Keto, paleo, vegan, gluten free, fair trade, non-GMO, organic, clean label, B Corp, kosher, halal … the list of available certifications for food and beverage products continues to expand, with guarantees ranging from what many in the natural products industry consider to be the holy grail of food certifications, USDA Organic, to other standards held by government-regulated or privately owned certification bodies. These certifications verify a wide range of both functional and value-oriented concerns—be they the agricultural or production practices that go into a product or the dietary choices it represents, among other factors—ultimately offering consumers transparency and, above all, peace of mind.
However, with more and more symbols filling product labels, questions abound: Might consumers be experiencing certification fatigue? Do certifications still hold value for customers? Are verification seals a good investment for brands? These questions were addressed in a recent report titled “Certifications: What role should they play in your marketing strategy?” in which New Hope Network’s NEXT Data and Insights team analyzed food and beverage certifications appearing on products exhibited at Natural Products Expo West 2019.
Here are three takeaways from this report, which concludes that, while certifications don’t necessarily drive sales, obtaining multiple seals can be a solid marketing investment that allows food and beverage brands to communicate function and value to consumers. This leads to “Earning Consumer Trust,” one of the macro force trends identified by the NEXT and New Hope Network content teams for 2019-20.
Multiple certifications are common, and the number of products featuring at least one verification is growing
Consumer demand for increased transparency is apparent, and 78% of all food and beverage products exhibited at Expo West 2019 responded with at least one certification. Additionally, half of all new food and beverage products at Expo West 2019 carried two or more certification seals, 32% carried more than three, 14% more than four and 6% more than five. Only 22% of products were not certified in any way.

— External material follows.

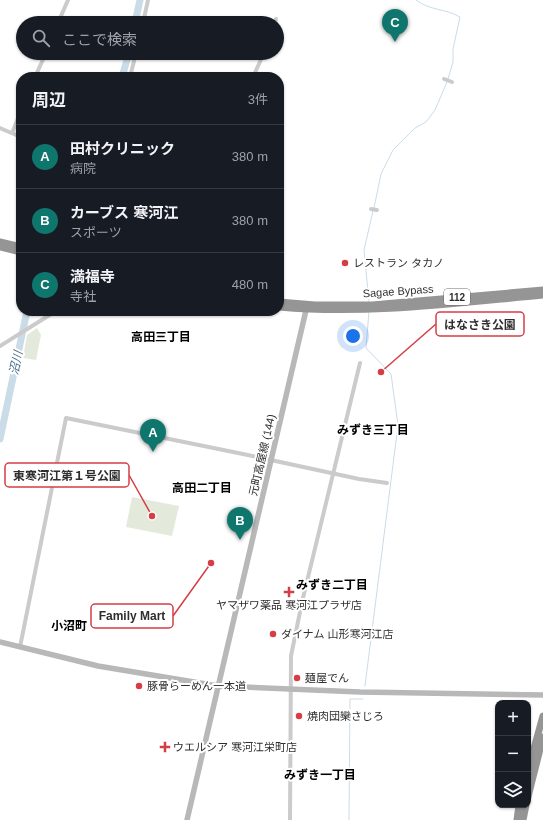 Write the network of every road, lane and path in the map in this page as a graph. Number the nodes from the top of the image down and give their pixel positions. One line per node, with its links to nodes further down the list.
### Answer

Overall, there was a 34% growth between Expo West 2016 and 2019 in the number of food and beverage products with one of the following 10 certification categories: Food safety or quality standards, gluten free, specialty diets, animal welfare or humane treatment, fair trade, whole grain, organic or non-GMO, eco-friendly or sustainability, kosher or halal, and vegan or vegetarian.
Certifications may not directly drive sales, but health-minded shoppers value them
In a consumer survey of a wide audience of shoppers, certifications ranked seventh out of eight possible factors influencing purchase decisions after taste, price, nutrition details, ingredient list, convenience and brand, and before claims. However, when this group was narrowed to those shoppers “willing to pay 10% more for healthy products,” certifications jumped into fifth place in terms of importance.
The clean label movement is a driver in both functional and emotional certifications
As consumers demand “cleaner” product labels and healthier products that are free from things including artificial ingredients, preservatives, allergens, GMOs, etc., certifications can play an important role in communicating these nutritional values, thereby improving trust between customers and brands, and demonstrating a company’s values.
Although functional certifications were the most common seals on products exhibited at Expo West 2019, brands are increasingly opting for emotional or value-related certifications such as vegan, sustainability, humane, fair trade … which have grown by an average of 98% since Expo West 2016. This growth aligns with macro forces such as Agricultural Commitments, Material Optimization, Plant Wisdom and Social Impact Commitments, which New Hope Network has identified as trending in food today.
The most relevant certification types to progressive, health-conscious consumers are the following: safety and quality, humane, eco/sustainability and organic/non-GMO.